El asunto es que este escrito sagrado sobre Jesús, se sale de los paradigmas propios de los tres primeros, lo cual desde los primeros siglos de la Iglesia ha llamado su atención, como por ejemplo la de San Agustín, que bastante lo comentó y lo utilizó en sus reflexiones, pero resulta que hoy día se ha comprobado que es el más tardío de los escritos sobre Jesús (año 90-59 d. C., y algunos se atreven a llevarlo hasta el 110), llegando a la convicción que Juan no es un relato sobre la vida de Jesús, sino una reflexión acerca de la vida de Jesús, su estructura literaria y su teología aseveran esta interpretación.
Su contexto vital es una comunidad cristiana con varios conflictos, pero con la certeza de que recibió el mensaje de un discípulo muy querido por Jesús: “El discípulo amado”, él es el testigo que transmite el mensaje primigenio, luego la comunidad lo redacta a modo de catequesis, y a la luz de los problemas que va enfrentando en su interior hace un par de redacciones, por eso el Evangelio tiene dos finales.

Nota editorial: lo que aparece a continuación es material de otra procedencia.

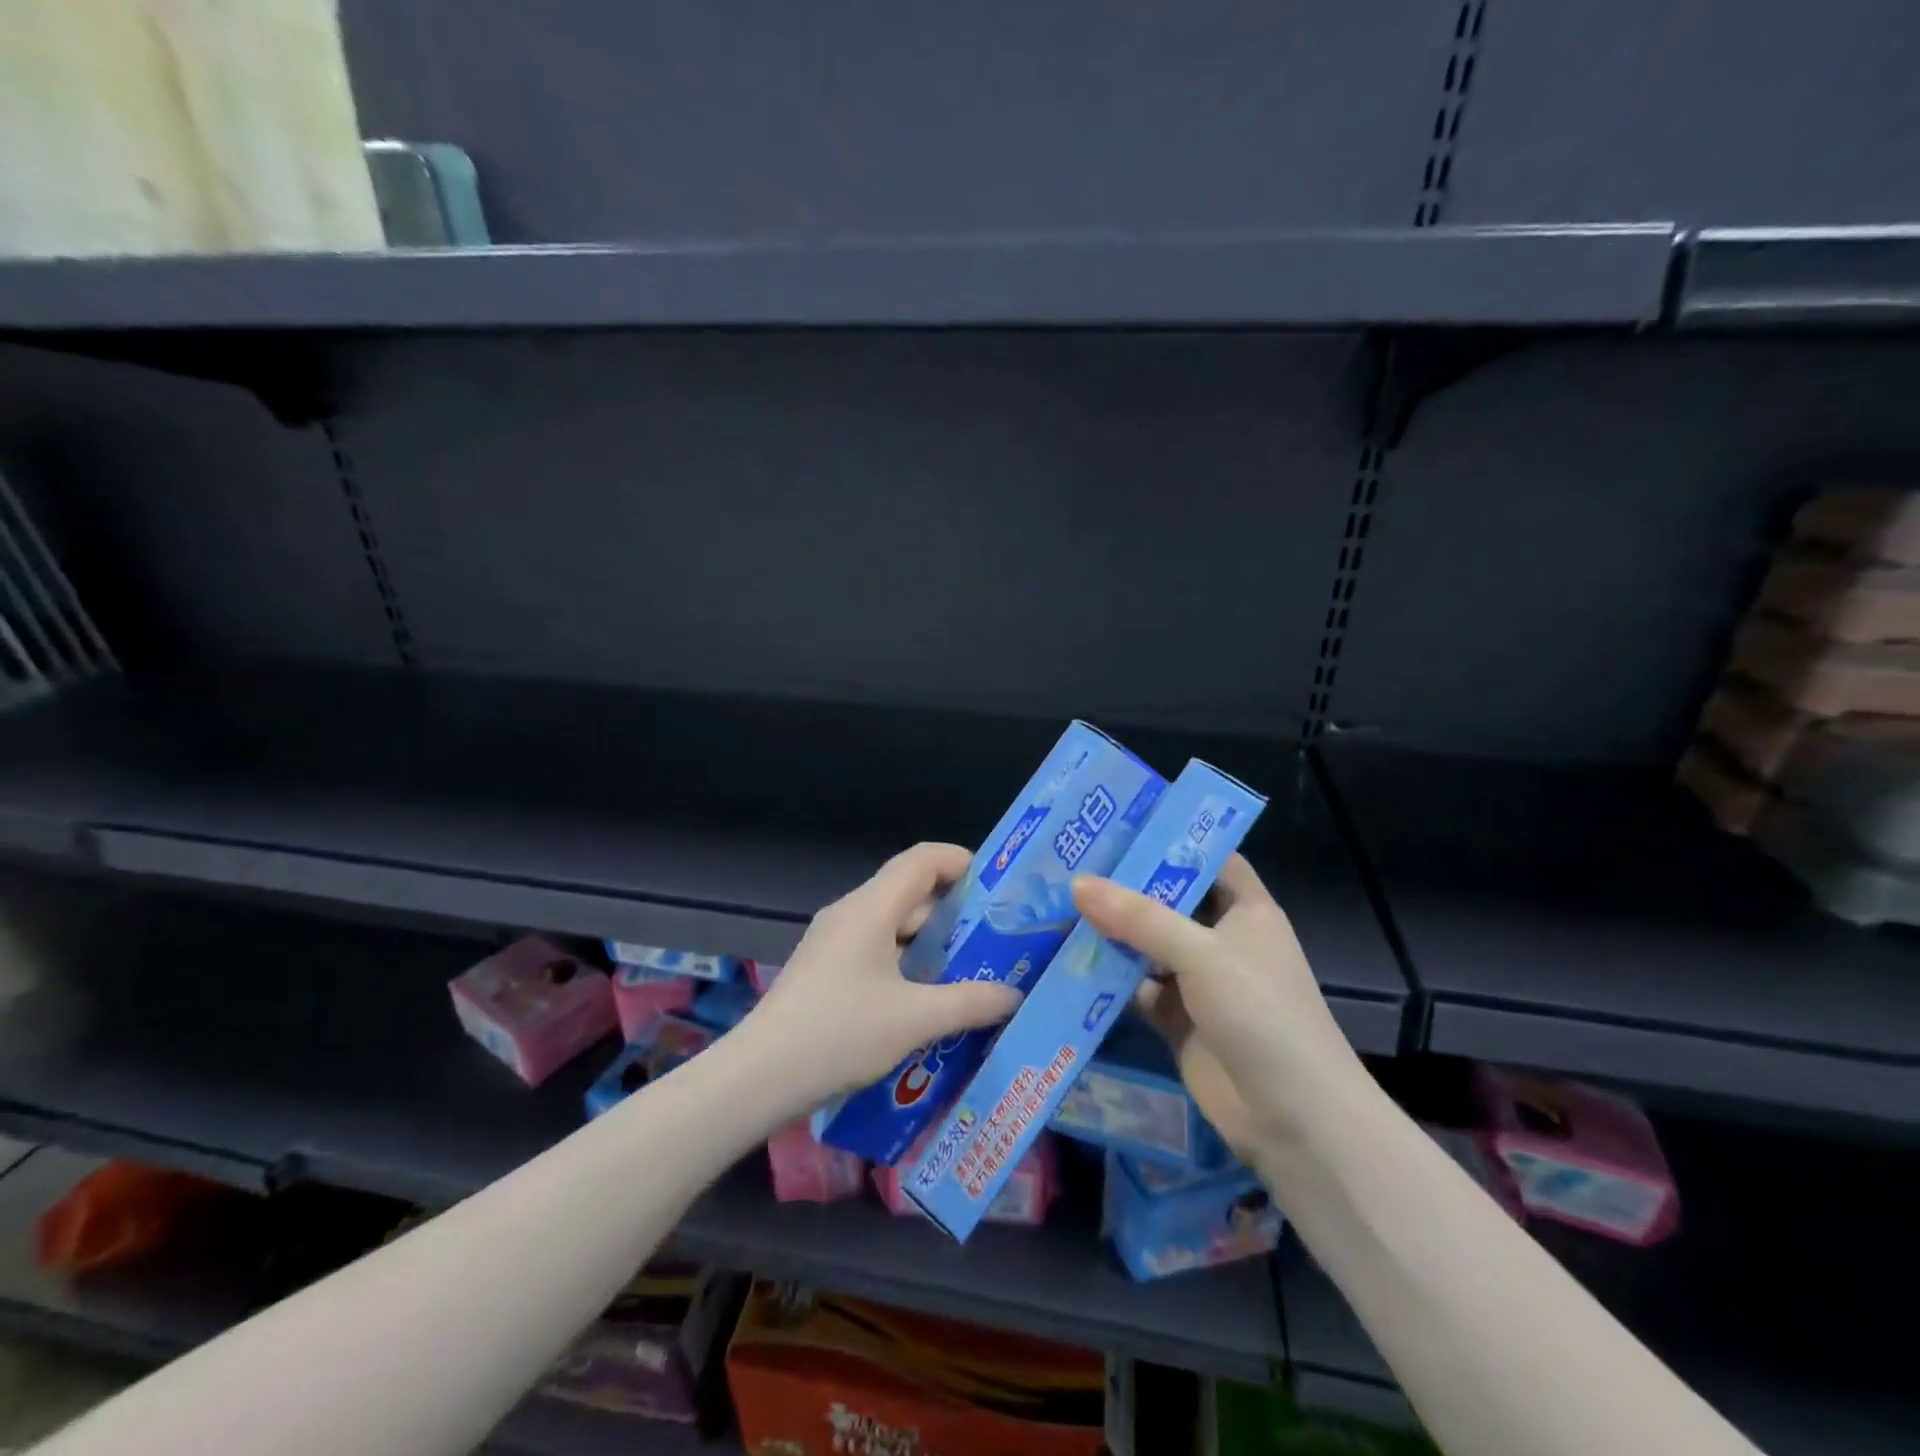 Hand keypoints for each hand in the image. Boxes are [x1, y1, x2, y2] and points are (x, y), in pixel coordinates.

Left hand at [738, 842, 1021, 1109]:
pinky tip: (927, 1000)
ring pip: (893, 925)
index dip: (961, 862)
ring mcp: (833, 941)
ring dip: (931, 943)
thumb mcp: (915, 1020)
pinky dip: (907, 963)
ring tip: (971, 972)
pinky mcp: (825, 969)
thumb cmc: (840, 1034)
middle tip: (996, 940)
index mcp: (871, 908)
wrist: (759, 1077)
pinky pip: (876, 950)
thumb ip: (970, 1002)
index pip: (922, 860)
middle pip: (910, 892)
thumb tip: (1014, 994)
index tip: (997, 887)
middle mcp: (851, 913)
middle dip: (954, 912)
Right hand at [1071, 855, 1363, 1159]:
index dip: (1170, 839)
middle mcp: (1222, 940)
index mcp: (1246, 910)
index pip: (1209, 859)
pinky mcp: (1177, 1021)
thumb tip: (1077, 883)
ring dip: (1109, 932)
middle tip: (1069, 861)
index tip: (1118, 824)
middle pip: (1168, 901)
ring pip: (1146, 946)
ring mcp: (1199, 982)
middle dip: (1124, 886)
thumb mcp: (1202, 954)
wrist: (1294, 1121)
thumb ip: (1139, 918)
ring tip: (1056, 903)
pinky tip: (1064, 963)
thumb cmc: (1262, 1015)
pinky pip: (1135, 989)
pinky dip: (1106, 980)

Algunos dicen que la comunidad joánica, receptora del texto y de sus enseñanzas, era una escuela de misioneros, los cuáles se extienden hasta la comunidad del Apocalipsis y de las tres cartas de Juan. Ahora bien, en el contexto social e histórico dicha comunidad es una comunidad sesionista que se separa del Judaísmo, y en su interior convergen grupos de seguidores todavía de Juan el Bautista, algunos llegados de Samaría y de la naciente gnosis que influyó bastante en los comienzos de la Iglesia.
En su literatura sigue los relatos de milagros de los tres anteriores, aunque los limita a siete, no aparece ninguna parábola, y algunos otros géneros que solo son exclusividad suya, como los Diálogos y las Controversias, unidos a discursos extensos de Jesús que entran en el género de testamentos de personajes famosos al momento de su partida.
El relato de la pasión, en su estructura principal es comparable al de Marcos y al evangelio apócrifo de Pedro, lo que nos lleva a pensar, que el autor del cuarto Evangelio, conoció el llamado “Relato pre-marcano de la pasión”, que tal parece que se escribió en Jerusalén, hacia el 35-45 d. C., y fue lo primero narrado que se escribió sobre Jesús. Pero él proporciona tradiciones muy propias, con relatos exclusivos suyos, lo cual se ve sobre todo en los relatos de la resurrección.
Sobre su teología, ya dijimos que es una interpretación sobre el hecho Jesús, por eso la forma cómo comienza definiéndolo lo dice, pues a Jesús le define como la Palabra encarnada, a lo que muchos llaman una Cristología alta y descendente.
Los discípulos son señalados como los amigos de Jesús, y el principio teológico coyuntural de todo el evangelio es la presentación de Jesús como el enviado plenipotenciario del padre, el Hijo de Dios que ha bajado del cielo (por eso el uso tan frecuente de la palabra Padre), la referencia inmediata de Dios, lo que Dios es en sí a través de él, y el único que puede dárnoslo a conocer.